**TASK PROMPT:** Please copy each line from the entries that contains the string "label".

[Collected data]
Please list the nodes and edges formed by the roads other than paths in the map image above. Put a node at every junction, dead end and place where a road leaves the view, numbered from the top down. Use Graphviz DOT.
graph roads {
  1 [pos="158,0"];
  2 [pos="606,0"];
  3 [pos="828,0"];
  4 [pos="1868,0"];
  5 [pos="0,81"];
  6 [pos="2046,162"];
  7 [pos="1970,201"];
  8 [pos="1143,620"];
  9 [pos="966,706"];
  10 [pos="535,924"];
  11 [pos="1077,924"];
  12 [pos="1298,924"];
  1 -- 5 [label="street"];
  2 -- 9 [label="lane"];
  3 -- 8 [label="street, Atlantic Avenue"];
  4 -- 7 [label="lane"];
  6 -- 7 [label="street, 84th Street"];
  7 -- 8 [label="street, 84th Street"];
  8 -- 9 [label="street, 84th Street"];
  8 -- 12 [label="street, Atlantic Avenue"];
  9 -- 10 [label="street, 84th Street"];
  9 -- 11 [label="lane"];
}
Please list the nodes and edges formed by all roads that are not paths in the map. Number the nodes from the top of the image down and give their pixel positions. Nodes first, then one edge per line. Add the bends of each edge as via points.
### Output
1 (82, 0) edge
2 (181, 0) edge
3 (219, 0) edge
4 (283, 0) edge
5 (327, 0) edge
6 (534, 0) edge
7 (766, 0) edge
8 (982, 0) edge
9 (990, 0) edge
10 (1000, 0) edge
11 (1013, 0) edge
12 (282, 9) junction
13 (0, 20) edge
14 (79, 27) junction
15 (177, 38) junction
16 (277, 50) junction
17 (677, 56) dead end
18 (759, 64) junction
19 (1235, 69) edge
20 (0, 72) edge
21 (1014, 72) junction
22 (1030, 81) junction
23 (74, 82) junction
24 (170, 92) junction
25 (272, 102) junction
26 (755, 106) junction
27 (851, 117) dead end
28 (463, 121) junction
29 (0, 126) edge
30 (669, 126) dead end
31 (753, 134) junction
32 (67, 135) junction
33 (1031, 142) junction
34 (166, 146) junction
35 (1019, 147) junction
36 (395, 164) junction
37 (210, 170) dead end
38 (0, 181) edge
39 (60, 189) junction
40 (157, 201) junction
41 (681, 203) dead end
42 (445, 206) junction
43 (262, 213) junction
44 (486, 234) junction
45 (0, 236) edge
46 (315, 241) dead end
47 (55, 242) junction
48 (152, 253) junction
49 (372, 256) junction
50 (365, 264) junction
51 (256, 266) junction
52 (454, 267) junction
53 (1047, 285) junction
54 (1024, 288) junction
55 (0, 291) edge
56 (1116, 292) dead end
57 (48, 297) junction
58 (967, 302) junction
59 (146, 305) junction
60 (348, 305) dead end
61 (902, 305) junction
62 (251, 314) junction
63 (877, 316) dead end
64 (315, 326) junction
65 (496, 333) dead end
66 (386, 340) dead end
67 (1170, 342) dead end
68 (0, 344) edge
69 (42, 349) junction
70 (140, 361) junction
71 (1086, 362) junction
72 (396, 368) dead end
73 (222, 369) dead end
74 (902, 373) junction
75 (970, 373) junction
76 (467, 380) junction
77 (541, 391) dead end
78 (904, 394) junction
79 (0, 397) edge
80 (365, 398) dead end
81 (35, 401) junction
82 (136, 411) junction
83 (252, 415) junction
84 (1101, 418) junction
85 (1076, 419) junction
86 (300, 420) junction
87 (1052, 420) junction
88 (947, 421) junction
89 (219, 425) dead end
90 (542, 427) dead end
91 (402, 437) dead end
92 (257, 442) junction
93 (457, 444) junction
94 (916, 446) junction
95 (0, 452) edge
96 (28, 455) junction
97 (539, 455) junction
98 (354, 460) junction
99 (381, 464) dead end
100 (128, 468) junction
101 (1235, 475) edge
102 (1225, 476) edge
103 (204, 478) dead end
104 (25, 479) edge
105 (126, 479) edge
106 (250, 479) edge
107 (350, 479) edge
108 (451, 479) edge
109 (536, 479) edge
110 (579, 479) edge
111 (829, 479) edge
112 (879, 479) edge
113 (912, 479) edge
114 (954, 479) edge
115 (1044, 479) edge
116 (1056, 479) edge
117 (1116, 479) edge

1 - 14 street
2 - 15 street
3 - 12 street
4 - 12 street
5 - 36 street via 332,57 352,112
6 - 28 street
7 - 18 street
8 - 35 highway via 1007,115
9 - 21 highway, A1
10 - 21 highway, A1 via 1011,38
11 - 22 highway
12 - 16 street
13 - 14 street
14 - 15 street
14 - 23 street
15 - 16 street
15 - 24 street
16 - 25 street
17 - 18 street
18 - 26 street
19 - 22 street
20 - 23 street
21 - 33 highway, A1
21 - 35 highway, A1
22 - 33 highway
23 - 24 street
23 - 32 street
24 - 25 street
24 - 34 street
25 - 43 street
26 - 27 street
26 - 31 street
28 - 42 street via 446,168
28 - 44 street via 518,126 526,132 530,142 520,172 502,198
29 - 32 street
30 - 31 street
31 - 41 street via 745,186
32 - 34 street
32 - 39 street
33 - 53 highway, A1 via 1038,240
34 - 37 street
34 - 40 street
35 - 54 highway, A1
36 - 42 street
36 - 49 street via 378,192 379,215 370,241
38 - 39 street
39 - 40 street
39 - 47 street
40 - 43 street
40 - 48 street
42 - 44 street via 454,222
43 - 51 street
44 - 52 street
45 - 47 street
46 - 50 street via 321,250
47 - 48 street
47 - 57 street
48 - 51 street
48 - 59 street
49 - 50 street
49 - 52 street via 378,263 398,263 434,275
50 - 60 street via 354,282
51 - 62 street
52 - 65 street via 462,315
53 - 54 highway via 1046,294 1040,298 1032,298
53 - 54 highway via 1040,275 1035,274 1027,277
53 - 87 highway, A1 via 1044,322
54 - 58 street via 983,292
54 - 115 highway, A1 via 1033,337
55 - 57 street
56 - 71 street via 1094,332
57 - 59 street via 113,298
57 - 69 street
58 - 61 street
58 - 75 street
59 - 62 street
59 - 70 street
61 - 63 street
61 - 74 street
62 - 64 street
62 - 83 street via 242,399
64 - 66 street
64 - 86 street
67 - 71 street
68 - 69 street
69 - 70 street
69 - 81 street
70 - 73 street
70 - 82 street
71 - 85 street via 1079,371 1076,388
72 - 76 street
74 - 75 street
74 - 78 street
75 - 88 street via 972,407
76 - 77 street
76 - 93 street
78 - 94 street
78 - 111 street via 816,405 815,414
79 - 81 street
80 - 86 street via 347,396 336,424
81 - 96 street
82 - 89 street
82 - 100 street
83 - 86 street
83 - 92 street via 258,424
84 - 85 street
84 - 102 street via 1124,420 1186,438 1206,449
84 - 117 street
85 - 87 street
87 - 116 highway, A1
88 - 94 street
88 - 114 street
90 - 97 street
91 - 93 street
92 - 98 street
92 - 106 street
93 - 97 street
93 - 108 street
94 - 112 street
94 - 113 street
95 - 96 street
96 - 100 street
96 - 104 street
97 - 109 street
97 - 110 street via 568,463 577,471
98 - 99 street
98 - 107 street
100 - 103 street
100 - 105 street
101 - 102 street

**WRITTEN RESPONSE:**
  1 -- 5 [label="street"];
  2 -- 9 [label="lane"];
  3 -- 8 [label="street, Atlantic Avenue"];
  4 -- 7 [label="lane"];
  6 -- 7 [label="street, 84th Street"];
  7 -- 8 [label="street, 84th Street"];
  8 -- 9 [label="street, 84th Street"];
  8 -- 12 [label="street, Atlantic Avenue"];
  9 -- 10 [label="street, 84th Street"];
  9 -- 11 [label="lane"];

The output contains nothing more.